Frente a este fenómeno, no alcanza con leyes que agraven las penas por falsa denuncia. Esa estrategia, si bien entendible, no soluciona el problema de fondo. No mejora la situación del denunciado injustamente, ni protege al niño manipulado; por el contrario, puede generar un efecto silenciador peligroso: muchas personas, incluso profesionales, podrían abstenerse de denunciar situaciones sospechosas de abuso por temor a ser luego denunciadas si no logran probar los hechos. Esto va en contra del deber de todo adulto responsable establecido en la reforma del Código Penal de 2018, que exige denunciar cuando se sospeche que un niño está siendo víctima de abuso. No es con más penas sino con más justicia, ética y profesionalismo que se evita el daño.
El sistema judicial tiene herramientas para detectar estas distorsiones: evaluaciones interdisciplinarias, ordenar pericias psiquiátricas a ambos progenitores, entrevistas con técnicas especializadas, revisión de informes contradictorios, jurisprudencia comparada. Lo que muchas veces falta es decisión. Porque desenmascarar una falsa denuncia requiere valentía: implica admitir errores, soportar presiones y, en algunos casos, enfrentar campañas públicas de hostigamiento.

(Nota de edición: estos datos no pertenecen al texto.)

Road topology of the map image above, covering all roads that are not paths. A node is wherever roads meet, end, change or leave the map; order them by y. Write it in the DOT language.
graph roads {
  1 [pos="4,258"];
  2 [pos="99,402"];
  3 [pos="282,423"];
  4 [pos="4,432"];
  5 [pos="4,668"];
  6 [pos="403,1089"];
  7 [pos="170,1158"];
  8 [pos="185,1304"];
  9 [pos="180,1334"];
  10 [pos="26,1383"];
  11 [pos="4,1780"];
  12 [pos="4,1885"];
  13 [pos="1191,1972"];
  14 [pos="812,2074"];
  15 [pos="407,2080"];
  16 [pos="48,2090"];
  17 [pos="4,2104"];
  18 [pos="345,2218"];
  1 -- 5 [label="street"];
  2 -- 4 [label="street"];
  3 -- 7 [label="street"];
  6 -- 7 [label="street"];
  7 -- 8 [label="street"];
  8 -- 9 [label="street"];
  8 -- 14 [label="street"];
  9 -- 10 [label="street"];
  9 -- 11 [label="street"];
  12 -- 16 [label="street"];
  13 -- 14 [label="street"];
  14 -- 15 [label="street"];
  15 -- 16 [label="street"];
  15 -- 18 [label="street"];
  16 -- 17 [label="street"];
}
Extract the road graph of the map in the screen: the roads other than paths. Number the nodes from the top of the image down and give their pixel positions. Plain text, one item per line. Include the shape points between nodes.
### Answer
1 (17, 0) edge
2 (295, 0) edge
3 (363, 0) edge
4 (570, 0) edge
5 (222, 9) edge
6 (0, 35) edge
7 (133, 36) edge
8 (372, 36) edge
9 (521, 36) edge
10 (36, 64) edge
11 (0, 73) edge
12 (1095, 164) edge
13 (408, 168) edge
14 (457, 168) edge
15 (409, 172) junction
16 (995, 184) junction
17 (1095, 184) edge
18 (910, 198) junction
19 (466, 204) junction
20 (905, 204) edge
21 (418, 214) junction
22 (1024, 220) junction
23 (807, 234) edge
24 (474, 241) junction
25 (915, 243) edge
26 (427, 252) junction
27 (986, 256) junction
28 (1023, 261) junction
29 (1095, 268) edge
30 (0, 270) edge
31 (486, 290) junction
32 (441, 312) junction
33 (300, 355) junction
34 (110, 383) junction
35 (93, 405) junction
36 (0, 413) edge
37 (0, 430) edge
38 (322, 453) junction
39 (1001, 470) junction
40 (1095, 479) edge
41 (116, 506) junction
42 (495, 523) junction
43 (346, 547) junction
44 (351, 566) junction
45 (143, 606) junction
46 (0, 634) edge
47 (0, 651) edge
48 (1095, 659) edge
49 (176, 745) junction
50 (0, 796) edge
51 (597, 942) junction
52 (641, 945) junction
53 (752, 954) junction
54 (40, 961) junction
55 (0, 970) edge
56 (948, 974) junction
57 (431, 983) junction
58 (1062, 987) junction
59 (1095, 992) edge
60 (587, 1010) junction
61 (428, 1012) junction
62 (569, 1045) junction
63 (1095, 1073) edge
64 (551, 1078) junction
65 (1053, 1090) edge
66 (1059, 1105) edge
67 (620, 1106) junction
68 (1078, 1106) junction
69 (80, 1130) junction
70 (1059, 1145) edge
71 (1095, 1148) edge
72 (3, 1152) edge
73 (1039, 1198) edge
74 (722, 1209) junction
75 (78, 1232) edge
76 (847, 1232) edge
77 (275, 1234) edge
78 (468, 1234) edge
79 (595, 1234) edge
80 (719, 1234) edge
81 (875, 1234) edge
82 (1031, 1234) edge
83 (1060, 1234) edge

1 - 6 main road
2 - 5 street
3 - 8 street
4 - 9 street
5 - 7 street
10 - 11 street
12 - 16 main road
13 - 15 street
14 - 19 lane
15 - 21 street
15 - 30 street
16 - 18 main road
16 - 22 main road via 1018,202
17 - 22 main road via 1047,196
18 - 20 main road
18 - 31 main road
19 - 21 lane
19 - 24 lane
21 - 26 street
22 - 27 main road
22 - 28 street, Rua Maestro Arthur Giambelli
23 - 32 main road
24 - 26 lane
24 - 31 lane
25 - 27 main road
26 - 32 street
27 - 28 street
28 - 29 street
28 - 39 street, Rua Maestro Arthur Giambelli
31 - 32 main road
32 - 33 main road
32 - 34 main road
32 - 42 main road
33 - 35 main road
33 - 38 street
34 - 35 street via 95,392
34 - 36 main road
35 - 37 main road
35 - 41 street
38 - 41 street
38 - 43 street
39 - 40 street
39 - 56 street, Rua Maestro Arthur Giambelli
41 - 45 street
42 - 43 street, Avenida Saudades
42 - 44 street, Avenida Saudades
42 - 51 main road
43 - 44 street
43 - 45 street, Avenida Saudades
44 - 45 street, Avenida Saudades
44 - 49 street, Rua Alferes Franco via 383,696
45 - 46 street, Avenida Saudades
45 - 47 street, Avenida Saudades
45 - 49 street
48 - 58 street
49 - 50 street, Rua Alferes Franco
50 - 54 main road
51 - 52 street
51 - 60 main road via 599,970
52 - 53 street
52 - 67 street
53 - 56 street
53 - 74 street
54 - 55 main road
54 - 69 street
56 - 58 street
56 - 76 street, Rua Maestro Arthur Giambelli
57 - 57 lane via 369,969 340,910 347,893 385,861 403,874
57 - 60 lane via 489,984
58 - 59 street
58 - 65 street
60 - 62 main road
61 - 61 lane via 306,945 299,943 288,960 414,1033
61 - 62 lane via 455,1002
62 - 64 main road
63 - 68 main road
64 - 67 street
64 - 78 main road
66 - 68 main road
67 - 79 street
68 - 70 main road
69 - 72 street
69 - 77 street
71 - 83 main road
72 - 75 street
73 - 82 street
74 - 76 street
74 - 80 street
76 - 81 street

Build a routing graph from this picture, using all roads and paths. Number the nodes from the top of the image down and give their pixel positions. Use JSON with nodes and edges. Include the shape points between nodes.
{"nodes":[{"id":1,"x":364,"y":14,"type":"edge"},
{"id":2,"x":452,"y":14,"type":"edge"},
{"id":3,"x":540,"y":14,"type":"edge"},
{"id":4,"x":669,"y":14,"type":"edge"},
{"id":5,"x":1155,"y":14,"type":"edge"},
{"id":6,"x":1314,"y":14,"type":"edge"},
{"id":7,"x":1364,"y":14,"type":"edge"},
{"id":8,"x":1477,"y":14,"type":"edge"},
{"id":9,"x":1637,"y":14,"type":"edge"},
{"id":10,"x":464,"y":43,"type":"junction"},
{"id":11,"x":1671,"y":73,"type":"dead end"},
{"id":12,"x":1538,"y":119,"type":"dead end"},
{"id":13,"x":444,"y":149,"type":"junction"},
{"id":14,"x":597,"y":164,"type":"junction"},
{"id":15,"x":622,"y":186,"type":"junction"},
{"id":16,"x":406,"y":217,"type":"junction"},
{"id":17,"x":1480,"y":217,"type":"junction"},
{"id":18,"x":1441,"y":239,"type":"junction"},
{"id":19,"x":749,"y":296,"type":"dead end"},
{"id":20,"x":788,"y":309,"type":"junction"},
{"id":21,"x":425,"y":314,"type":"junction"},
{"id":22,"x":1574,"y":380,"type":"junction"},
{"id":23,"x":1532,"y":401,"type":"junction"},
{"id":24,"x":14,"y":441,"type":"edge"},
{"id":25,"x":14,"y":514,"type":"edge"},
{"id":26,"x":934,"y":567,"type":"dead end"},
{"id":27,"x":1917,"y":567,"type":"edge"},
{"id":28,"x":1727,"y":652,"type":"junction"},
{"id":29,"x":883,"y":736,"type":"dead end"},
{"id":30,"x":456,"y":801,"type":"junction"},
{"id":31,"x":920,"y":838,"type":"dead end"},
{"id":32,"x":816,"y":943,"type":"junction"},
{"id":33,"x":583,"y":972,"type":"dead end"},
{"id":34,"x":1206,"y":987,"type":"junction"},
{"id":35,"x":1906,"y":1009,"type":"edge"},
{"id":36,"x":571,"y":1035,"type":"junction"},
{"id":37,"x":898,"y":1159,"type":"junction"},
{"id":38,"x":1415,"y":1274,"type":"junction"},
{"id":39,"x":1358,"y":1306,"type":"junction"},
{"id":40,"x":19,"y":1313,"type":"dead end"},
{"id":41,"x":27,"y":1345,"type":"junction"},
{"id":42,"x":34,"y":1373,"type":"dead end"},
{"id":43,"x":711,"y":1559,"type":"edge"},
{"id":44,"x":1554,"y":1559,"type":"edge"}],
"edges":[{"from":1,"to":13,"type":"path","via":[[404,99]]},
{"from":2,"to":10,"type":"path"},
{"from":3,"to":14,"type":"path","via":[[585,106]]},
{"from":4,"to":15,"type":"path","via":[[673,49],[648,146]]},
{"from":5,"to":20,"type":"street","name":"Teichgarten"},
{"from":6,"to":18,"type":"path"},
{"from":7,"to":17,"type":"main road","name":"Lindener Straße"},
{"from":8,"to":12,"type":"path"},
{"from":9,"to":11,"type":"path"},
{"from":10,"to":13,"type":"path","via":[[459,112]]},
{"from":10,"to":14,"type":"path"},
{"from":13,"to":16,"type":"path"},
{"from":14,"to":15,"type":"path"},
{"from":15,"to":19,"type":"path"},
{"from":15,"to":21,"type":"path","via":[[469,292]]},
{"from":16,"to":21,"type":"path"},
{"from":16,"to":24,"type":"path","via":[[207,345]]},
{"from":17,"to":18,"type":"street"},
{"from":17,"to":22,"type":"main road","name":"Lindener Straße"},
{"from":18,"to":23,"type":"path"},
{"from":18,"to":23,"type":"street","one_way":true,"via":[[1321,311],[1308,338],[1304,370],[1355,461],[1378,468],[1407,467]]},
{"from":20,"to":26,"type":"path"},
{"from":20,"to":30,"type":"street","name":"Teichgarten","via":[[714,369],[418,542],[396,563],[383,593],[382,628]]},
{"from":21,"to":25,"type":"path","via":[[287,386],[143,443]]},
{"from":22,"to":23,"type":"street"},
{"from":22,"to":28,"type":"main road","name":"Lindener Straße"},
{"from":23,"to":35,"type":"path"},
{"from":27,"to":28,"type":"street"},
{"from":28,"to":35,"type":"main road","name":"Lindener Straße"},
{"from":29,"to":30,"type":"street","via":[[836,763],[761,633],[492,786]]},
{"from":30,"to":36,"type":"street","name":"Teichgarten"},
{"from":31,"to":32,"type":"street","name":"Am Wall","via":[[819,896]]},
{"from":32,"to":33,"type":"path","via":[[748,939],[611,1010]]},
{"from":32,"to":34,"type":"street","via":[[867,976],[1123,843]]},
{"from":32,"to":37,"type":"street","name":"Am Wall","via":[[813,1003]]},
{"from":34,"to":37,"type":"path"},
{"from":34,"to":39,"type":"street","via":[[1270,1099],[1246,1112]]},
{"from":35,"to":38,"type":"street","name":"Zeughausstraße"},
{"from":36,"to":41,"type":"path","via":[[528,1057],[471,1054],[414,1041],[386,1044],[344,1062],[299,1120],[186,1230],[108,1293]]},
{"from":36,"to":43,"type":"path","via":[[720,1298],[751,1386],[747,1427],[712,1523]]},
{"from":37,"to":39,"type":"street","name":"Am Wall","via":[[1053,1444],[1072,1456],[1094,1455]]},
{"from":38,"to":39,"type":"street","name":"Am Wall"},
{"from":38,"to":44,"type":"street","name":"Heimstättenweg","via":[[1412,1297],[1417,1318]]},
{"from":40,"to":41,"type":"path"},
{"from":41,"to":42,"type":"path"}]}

No hay peor injusticia que la que se comete en nombre de la justicia. Defender a los inocentes también es proteger a los verdaderos vulnerables. Por eso, frente a cada denuncia, la justicia debe preguntarse no solo si el hecho puede haber ocurrido, sino si hay pruebas suficientes, si el relato es consistente, si hay contradicciones o signos de manipulación.
Una justicia idónea e independiente no teme la verdad. La busca. Aunque duela. Aunque moleste. Aunque incomode a los poderosos o rompa con narrativas cómodas.
Solo así será posible restituir la confianza de la ciudadanía en las instituciones y garantizar que la voz de los niños no sea usada como arma, sino como aquello que siempre debería ser: una expresión genuina, libre de presiones y respetada en su dignidad.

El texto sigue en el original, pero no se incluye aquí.